Mick McCarthy: Toto Schillaci annoyed me, the little bo**ocks

Mick also reveals Ireland had a hell of a knees-up after being knocking out in the last eight.



Born in Barnsley, but a proud son of Ireland, Mick McCarthy’s playing career in green lasted a wonderful eight years and he even went on to captain his national side to it’s best ever finish at the World Cup in 1990. The former Celtic and Man City defender subsequently went on to manager his country twice and even led them to a World Cup himself in 2002.

Mick, like most Irish people, remembers that run to the quarter-finals at Italia 90 fondly, as Ireland enjoyed a whirlwind time at the tournament. The Boys in Green – led by the great Jack Charlton – emerged from a stellar group including England, Netherlands and Egypt, and that was followed by a victory on penalties over a much-fancied Romania side that has since gone down in Irish folklore.

Unfortunately, a meeting with hosts Italy in the last eight proved to be the end of the road for Ireland, and Toto Schillaci ended their dreams with the only goal of the game at the Stadio Olimpico, Rome. That’s something that still ticks off McCarthy to this day, as he explained when he caught up with Ruby Walsh and Paddy Power on our From The Horse’s Mouth podcast.

The conversation flowed so easily with the Irish football icon that it forced us to release it in two parts and Part 2 is out this week. It really is a must listen, as Mick spoke on the hurt of losing out to Italy in that game and even revealed how it was his duty to keep Jack Charlton awake during Ireland’s famous meeting with Pope John Paul II prior to the 1990 World Cup quarter-final.

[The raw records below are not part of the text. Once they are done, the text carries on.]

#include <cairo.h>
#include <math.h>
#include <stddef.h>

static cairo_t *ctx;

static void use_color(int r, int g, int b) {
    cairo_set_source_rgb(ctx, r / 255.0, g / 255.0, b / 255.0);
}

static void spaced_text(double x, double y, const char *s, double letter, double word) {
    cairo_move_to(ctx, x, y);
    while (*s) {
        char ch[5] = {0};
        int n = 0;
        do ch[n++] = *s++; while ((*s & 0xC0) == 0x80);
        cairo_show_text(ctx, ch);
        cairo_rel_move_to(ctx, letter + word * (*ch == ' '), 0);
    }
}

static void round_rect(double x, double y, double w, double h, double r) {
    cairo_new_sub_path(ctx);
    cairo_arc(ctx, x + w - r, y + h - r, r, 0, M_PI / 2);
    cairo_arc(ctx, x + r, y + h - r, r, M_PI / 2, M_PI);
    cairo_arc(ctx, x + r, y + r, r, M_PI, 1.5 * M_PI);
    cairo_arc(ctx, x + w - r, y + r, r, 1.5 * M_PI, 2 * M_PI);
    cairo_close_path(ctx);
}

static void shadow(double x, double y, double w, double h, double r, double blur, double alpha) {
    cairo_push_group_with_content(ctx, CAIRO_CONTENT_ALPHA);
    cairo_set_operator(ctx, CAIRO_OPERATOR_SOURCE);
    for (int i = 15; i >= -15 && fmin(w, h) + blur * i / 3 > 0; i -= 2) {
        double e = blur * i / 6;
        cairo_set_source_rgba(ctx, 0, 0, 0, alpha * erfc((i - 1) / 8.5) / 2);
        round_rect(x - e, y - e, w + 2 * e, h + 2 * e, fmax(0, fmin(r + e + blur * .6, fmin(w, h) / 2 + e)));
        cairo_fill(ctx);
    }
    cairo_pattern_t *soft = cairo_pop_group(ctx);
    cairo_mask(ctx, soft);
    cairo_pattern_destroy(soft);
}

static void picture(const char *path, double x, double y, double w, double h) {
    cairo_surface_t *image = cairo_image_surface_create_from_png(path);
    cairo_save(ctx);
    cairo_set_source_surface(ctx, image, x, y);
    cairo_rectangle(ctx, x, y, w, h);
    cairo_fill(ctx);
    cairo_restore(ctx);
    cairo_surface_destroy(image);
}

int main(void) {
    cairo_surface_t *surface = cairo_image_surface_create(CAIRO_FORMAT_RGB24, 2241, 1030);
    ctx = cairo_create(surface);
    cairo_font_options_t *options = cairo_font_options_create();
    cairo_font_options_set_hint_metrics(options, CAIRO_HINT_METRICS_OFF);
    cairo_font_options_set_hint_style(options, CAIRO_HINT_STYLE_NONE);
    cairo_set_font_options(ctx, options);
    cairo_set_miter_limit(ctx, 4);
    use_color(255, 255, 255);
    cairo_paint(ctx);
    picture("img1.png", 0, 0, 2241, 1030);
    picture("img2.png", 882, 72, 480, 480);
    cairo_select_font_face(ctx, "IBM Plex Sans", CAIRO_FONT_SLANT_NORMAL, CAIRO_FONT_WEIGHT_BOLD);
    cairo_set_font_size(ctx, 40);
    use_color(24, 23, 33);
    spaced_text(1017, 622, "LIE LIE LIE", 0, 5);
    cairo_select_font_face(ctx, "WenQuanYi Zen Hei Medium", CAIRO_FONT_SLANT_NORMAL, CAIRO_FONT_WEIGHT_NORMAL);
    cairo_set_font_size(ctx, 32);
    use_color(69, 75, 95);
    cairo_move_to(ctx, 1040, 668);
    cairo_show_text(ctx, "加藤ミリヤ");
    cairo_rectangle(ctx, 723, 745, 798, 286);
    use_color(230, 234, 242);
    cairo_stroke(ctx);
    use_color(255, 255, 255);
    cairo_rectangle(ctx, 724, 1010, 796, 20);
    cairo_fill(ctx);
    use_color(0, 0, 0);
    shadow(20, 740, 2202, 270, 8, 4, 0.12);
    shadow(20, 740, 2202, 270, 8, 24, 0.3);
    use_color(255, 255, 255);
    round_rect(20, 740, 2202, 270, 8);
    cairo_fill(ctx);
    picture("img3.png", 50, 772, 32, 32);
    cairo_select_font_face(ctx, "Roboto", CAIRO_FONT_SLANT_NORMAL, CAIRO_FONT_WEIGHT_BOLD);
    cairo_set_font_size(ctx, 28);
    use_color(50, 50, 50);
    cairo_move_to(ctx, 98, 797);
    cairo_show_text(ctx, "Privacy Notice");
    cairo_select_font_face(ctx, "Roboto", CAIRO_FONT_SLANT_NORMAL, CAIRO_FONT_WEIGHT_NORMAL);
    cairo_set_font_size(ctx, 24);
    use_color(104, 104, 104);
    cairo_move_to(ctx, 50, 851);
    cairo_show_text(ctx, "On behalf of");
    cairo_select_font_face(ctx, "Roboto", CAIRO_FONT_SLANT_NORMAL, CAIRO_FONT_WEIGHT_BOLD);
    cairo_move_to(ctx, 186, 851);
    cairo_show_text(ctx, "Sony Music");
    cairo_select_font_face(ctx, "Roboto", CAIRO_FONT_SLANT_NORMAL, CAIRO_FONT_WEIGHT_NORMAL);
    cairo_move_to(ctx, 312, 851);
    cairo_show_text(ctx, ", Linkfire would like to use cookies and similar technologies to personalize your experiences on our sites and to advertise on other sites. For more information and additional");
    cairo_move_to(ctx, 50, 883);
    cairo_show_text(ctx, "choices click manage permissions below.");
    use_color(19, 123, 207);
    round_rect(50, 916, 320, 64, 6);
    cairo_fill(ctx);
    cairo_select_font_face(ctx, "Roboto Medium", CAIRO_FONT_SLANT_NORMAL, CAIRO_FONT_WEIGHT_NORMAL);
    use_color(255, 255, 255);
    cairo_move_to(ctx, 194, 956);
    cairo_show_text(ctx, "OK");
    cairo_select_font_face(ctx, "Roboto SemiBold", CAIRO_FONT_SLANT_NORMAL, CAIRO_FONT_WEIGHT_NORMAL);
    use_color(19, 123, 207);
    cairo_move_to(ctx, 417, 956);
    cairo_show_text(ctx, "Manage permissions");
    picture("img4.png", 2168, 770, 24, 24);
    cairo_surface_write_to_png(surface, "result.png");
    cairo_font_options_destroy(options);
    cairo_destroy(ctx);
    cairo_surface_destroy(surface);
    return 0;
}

Read: Mick McCarthy: We’d run through brick walls for Jack Charlton – we all loved him

“I was seriously, seriously brassed off at the time. I was broken hearted”, said McCarthy speaking of Ireland’s exit from Italia 90. “We were all aware of how well we’d done. Despite the disappointment. You know I guess the manager helps you with that.”

To this day I regret walking straight up the tunnel. But, I was so annoyed.

“I guess you soak up your disappointment. I was in the dressing room and all the lad were all clapping the fans and having a great time with them. There’s me up there like a grumpy old man balling my eyes out with Mick Byrne and Charlie O’Leary trying to console me.”

“I was annoyed with the referee, I don’t think he’d given us a chance. He blew for so many fouls. I was annoyed that we’d lost one-nil.

“I was annoyed with the little b*llock Schillaci that he’d scored. Everything was annoying me!”


Despite the bitter disappointment of being knocked out, McCarthy told Paddy and Ruby that it didn’t take the Irish time long to realise what they’d achieved and to celebrate it.

“The squad was so together it was brilliant. I mean I think we were all broken hearted – I certainly was after the game. But, there’s nothing you can do about it. Jack was just so pragmatic about though,” said the former Irish captain.

 ‘You’ve done brilliantly lads, let’s enjoy it, let’s have a couple of pints’ he said.

“That’s how it started and despite losing, it was a great evening. We went to bed in daylight two days later.”


Jack and The Pope

A few days before that clash with Italy, Ireland had a rare audience with Pope John Paul II and while the pontiff was giving a long homily in Latin, Jack Charlton started to drift towards the land of nod. The Irish boss then turned to McCarthy to ask for a poke should he fall asleep and when the inevitable happened, it ended up in hilarious circumstances.

“Jack’s story is that he was dropping off when he leaned over to me and said, ‘I’m starting to feel tired, if I start dropping off just give me a nudge’,” McCarthy chuckled.

As the Pope stood up to bless everybody, I gave him a nudge. Jack stood up and waved at him because he thought he was waving to Jack.

“I’ve no idea what he said to him, but Jack got mileage out of it let me tell you.”